#### EXERCISE OBJECTIVE
With "positions" as the search word, show every line of the material that has it.

#### INFORMATION
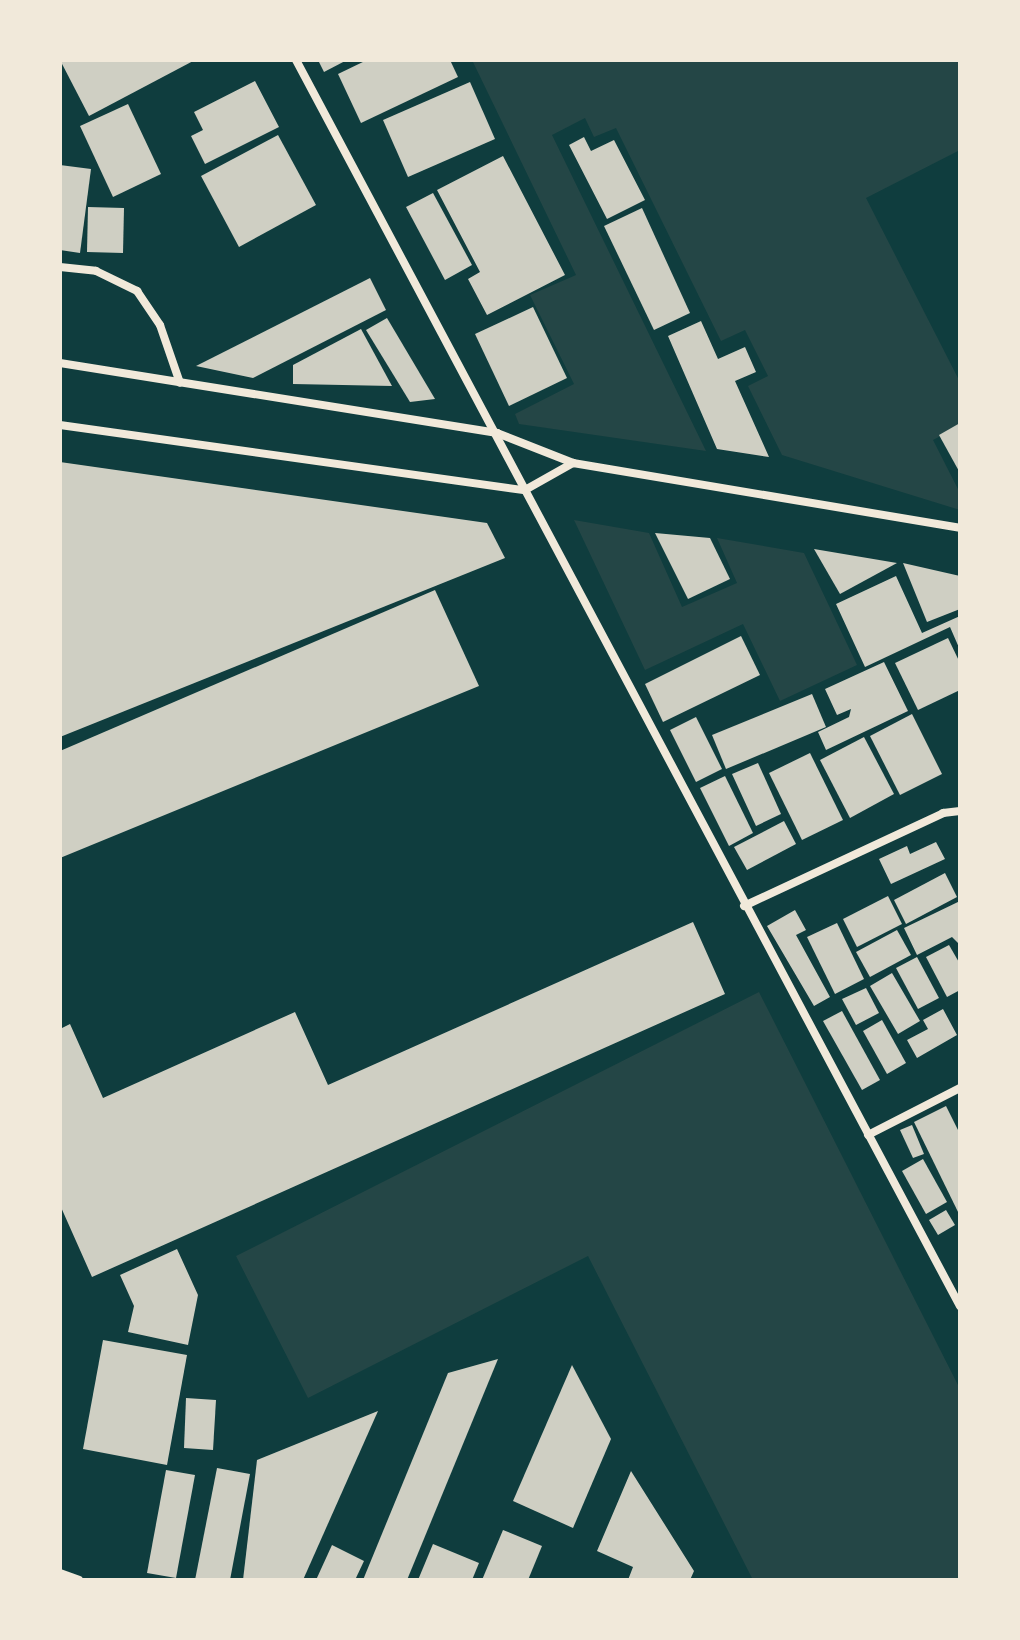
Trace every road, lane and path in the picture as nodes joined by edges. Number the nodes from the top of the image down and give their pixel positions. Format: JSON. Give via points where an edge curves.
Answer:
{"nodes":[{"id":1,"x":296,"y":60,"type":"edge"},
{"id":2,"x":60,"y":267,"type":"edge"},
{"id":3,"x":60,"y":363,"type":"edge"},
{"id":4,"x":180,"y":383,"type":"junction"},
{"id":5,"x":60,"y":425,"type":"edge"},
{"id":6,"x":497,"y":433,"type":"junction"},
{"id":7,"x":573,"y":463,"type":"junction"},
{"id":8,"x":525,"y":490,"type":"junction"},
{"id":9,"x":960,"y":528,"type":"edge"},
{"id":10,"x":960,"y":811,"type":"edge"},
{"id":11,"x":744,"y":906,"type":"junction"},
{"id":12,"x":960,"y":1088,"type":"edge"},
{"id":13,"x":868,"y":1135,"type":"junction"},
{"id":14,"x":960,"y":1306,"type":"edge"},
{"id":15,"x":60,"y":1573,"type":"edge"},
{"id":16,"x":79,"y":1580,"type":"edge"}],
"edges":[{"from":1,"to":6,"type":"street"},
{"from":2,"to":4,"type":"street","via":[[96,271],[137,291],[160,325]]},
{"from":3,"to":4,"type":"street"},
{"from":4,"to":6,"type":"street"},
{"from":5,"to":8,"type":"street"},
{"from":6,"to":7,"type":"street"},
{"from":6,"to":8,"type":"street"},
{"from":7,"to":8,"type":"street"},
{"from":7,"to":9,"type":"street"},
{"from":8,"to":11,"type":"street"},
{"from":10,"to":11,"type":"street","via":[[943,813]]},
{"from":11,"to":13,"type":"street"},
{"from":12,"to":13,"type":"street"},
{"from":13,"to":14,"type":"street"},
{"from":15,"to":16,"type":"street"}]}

...

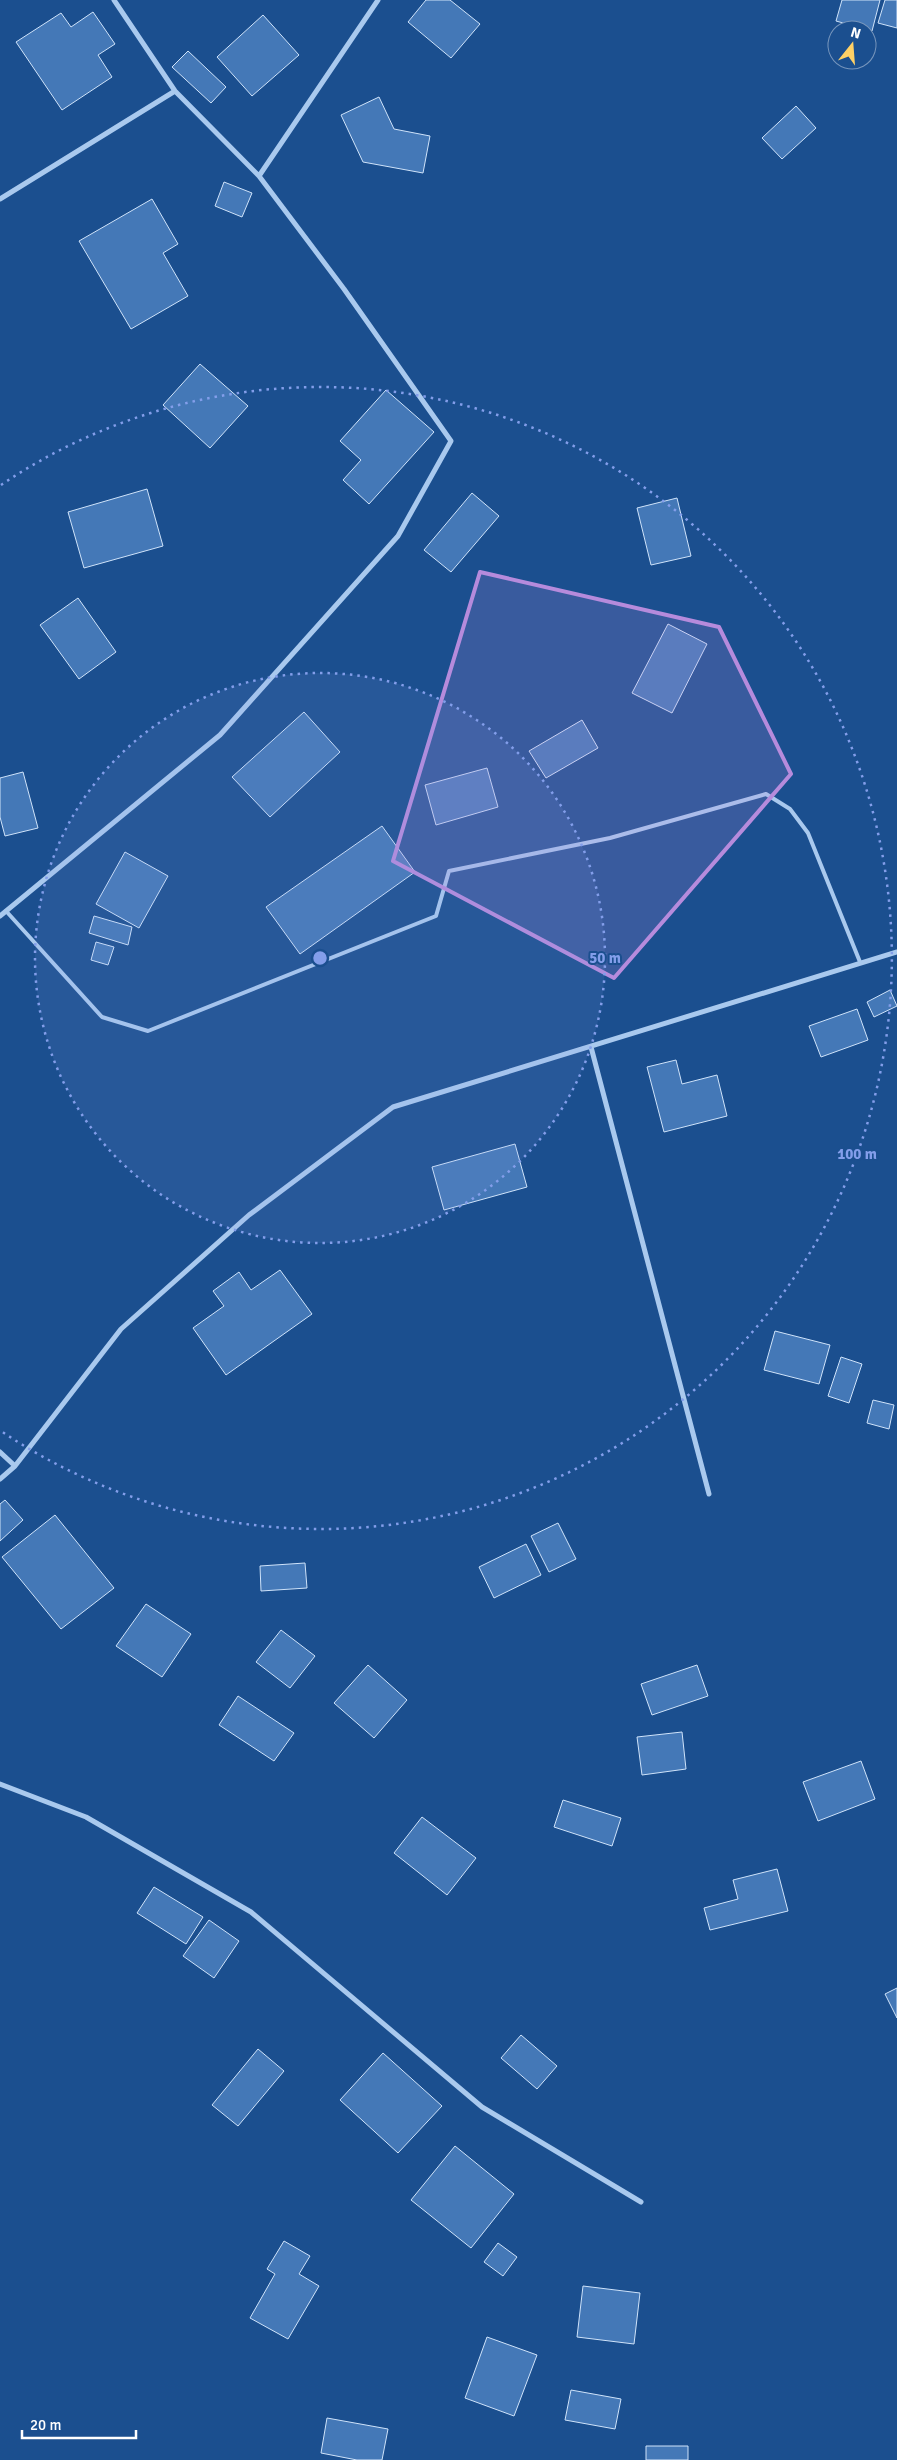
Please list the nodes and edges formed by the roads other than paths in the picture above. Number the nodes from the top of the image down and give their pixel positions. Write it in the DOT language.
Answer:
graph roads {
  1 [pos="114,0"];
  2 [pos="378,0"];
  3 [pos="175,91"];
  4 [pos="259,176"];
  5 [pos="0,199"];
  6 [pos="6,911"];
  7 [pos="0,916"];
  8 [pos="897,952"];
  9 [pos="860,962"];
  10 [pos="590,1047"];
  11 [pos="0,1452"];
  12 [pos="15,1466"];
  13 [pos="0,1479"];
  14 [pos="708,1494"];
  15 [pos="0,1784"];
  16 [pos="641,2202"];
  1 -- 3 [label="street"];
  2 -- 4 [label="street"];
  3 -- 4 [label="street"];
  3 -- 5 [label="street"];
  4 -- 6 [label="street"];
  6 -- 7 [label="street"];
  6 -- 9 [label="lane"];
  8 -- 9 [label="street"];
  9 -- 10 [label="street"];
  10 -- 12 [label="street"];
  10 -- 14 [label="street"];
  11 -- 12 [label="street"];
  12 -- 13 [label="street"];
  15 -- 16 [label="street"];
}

#### ANSWER TO THIS PROBLEM
Trace every road, lane and path in the picture as nodes joined by edges. Number the nodes from the top of the image down and give their pixel positions. Format: JSON. Give via points where an edge curves.
Please list the nodes and edges formed by the roads other than paths in the picture above. Number the nodes from the top of the image down and give their pixel positions. Write it in the DOT language.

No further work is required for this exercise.